Kasia Danilczuk
Kasia Danilczuk

Reputation:

Predict function error for probabilities in glmnet?

I am trying to predict probabilities in a dataset using glmnet. My code reads:

bank <- read.table("http://www.stat.columbia.edu/~madigan/W2025/data/BankSortedMissing.TXT",header=TRUE)
bank$rich<-sample(c(0:1), 233, replace=TRUE)
    train=bank[1:200,];
    test=bank[201:233,]
    x=model.matrix(rich~., bank)[,-1]
    cv.out=cv.glmnet(x, train$rich, alpha=0, family="binomial")
ridge.mod=glmnet(x, train$rich, alpha=0, family="binomial")
    bank$rich <- NULL
newx = data.matrix(test$rich)
ridge.pred=predict(ridge.mod,newx=newx)

train = data[1:2500,];
test = data[2501:5088,];
x=model.matrix(Y~x1+x2+x3+x4+x5+x6, data)[,-1]
cv.out=cv.glmnet(x, data$Y, alpha=0, family="binomial")
    bestlam=cv.out$lambda.min
ridge.mod=glmnet(x, data$Y, alpha=0, family="binomial")
    test$Y <- NULL
newx = data.matrix(test)
ridge.pred = predict(ridge.mod,newx=newx, type="response")

I keep getting this error message when using predict:

Error in as.matrix(cbind2(1, newx) %*% nbeta) : error in evaluating the argument 'x' in selecting a method for function 'as.matrix': Error in t(.Call(Csparse_dense_crossprod, y, t(x))) : error in evaluating the argument 'x' in selecting a method for function 't': Error: Cholmod error 'X and/or Y have wrong dimensions' at file ../MatrixOps/cholmod_sdmult.c, line 90

I've tried this on the "Hitters" dataset and it works perfectly fine.

library(ISLR);
library(glmnet)
Hitters=na.omit(Hitters)

Hitters$Rich<-ifelse(Hitters$Salary>500,1,0)
Hitters.train = Hitters[1:200,]
Hitters.test = Hitters[201:dim(Hitters)[1],]
x=model.matrix(Rich~.,Hitters)[,-1]
cv.out=cv.glmnet(x, Hitters$Rich, alpha=0, family="binomial")
    bestlam=cv.out$lambda.min
ridge.mod=glmnet(x, Hitters$Rich, alpha=0,lambda=bestlam, family="binomial")
    Hitters.test$Rich <- NULL
newx = data.matrix(Hitters.test)
ridge.pred=predict(ridge.mod,newx=newx, type="response")
head(ridge.pred)
ridge.pred[1:10,]

Does anyone know how I can fix this?

Upvotes: 9

Views: 24238

Answers (7)

Spyros
Spyros

Reputation: 41

I got the same error since the training and testing datasets had different dimensions due to different factors.
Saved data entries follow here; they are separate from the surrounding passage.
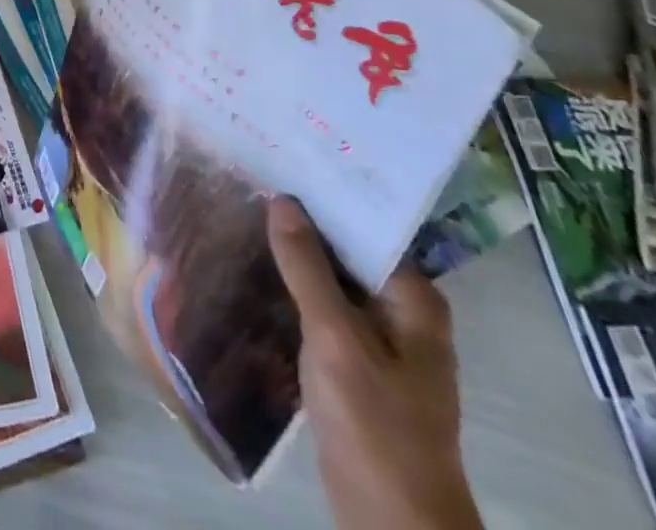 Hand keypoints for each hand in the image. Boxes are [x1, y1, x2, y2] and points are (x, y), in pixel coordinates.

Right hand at [267, 197, 483, 529]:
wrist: (392, 521)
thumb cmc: (375, 423)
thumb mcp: (335, 338)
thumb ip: (307, 268)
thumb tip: (282, 200)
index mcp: (413, 300)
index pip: (364, 227)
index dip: (322, 195)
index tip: (278, 162)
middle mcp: (400, 311)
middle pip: (346, 251)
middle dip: (301, 222)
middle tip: (250, 179)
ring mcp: (377, 339)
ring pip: (330, 280)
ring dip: (293, 255)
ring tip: (242, 212)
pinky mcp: (353, 362)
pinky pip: (320, 308)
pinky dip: (292, 288)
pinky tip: (253, 268) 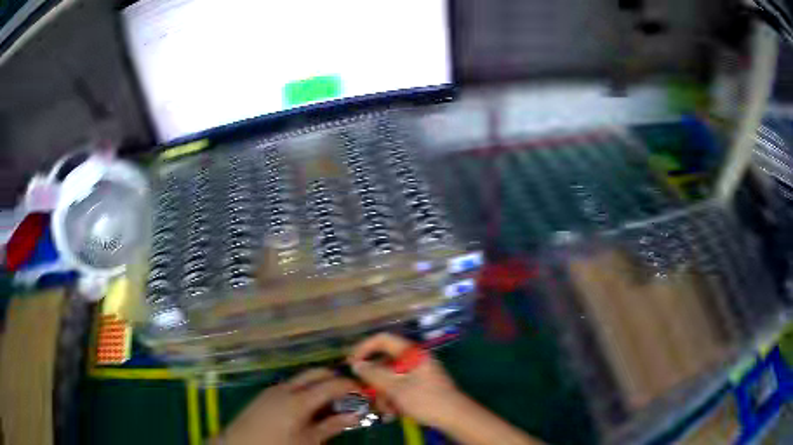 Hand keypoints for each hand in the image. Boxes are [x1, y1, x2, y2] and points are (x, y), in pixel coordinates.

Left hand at [218, 369, 361, 444]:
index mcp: (298, 400)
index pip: (331, 384)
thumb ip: (332, 426)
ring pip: (303, 378)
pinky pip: (291, 386)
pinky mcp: (266, 395)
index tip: (365, 391)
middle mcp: (286, 388)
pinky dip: (306, 390)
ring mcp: (273, 390)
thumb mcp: (309, 441)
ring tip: (333, 402)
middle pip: (316, 373)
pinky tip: (311, 407)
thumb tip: (355, 415)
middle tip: (351, 394)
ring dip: (320, 384)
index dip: (350, 385)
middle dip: (335, 379)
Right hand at [348, 333, 465, 428]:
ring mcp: (418, 373)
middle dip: (375, 381)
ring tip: (386, 410)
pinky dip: (393, 399)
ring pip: (391, 378)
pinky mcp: (420, 386)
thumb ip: (374, 375)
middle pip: (385, 363)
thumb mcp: (396, 388)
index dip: (364, 348)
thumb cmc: (426, 400)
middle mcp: (414, 360)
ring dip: (384, 394)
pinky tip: (393, 414)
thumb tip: (356, 364)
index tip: (351, 363)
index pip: (383, 339)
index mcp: (411, 353)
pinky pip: (400, 388)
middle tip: (367, 395)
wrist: (455, 417) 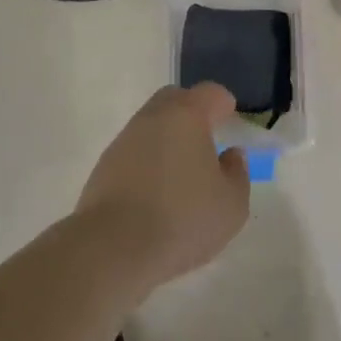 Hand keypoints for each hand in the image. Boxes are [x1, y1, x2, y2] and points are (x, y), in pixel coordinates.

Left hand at [77, 83, 251, 290]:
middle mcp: (152, 118)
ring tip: (182, 170)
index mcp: (186, 116)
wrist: (113, 247)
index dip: (224, 103)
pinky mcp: (104, 166)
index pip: (209, 93)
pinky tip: (157, 190)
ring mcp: (123, 140)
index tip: (231, 120)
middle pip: (174, 100)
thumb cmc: (182, 219)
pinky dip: (148, 160)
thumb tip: (230, 154)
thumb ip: (237, 173)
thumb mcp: (231, 204)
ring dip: (168, 138)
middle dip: (193, 112)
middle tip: (207, 138)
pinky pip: (134, 151)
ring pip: (151, 125)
The problem was that the columns with factors/categorical data were defined as character columns. Thus I changed those columns from character columns to factor columns before splitting it into training and testing, and it worked!

data$factor_column_a <- as.factor(data$factor_column_a)

Upvotes: 1

heeseon
heeseon

Reputation: 33

ridge.mod_P@x  
coef(ridge.mod,s=cv.out$lambda.min)# coeffcience of lambda.min  
ridge.mod_P<-coef(ridge.mod,s=cv.out$lambda.min)  
ridge.mod_P  
matrix(ridge.mod_P@x)  
coe<-matrix(ridge.mod_P@x)  
coe2<-coe[-1,]#1  
newx16<-newx[,-17]  
newx16
newx16%*% matrix(coe2)# NA, This is reason of outputNA.
newx16<-newx[,-c(1,17)]  
coe2<-coe[-(1:2),]#16  
newx16%*% matrix(coe2)#yHat : coefficient and variable.

Upvotes: -2

Robert McDonald
Robert McDonald

Reputation: 1340

I'm posting an answer because this question still shows up in searches. The code below runs. I ran into several problems trying to replicate the example. There is missing data in bank; I deleted those observations. Also, the generated prediction is constant (0.4875) because the ridge regression sets all variables other than the constant term to (almost) zero (not surprising with a simulated value of rich).

library(caret) ## 6.0-81
library(glmnet) ## 2.0-16
url <- "http://www.stat.columbia.edu/~madigan/W2025/data/BankSortedMissing.TXT"
bank <- read.table(url, header=TRUE)
set.seed(1)
bank$rich <- sample(c(0:1), nrow(bank), replace=TRUE)
bank <- na.omit(bank)
trainbank <- bank[1:160, ]
testbank <- bank[161:200, ]
x <- model.matrix(rich~., trainbank)[,-1]
y <- trainbank$rich
cv.out <- cv.glmnet(x, y, alpha=0, family="binomial")
x.test <- model.matrix(rich ~ ., testbank)[,-1]
pred <- predict(cv.out, type='response', newx=x.test)

Upvotes: 0

Ruge
Ruge

Reputation: 61

I had the same issue and I think it is caused by training and testing set having different factors thus different dimension for the sparse matrices.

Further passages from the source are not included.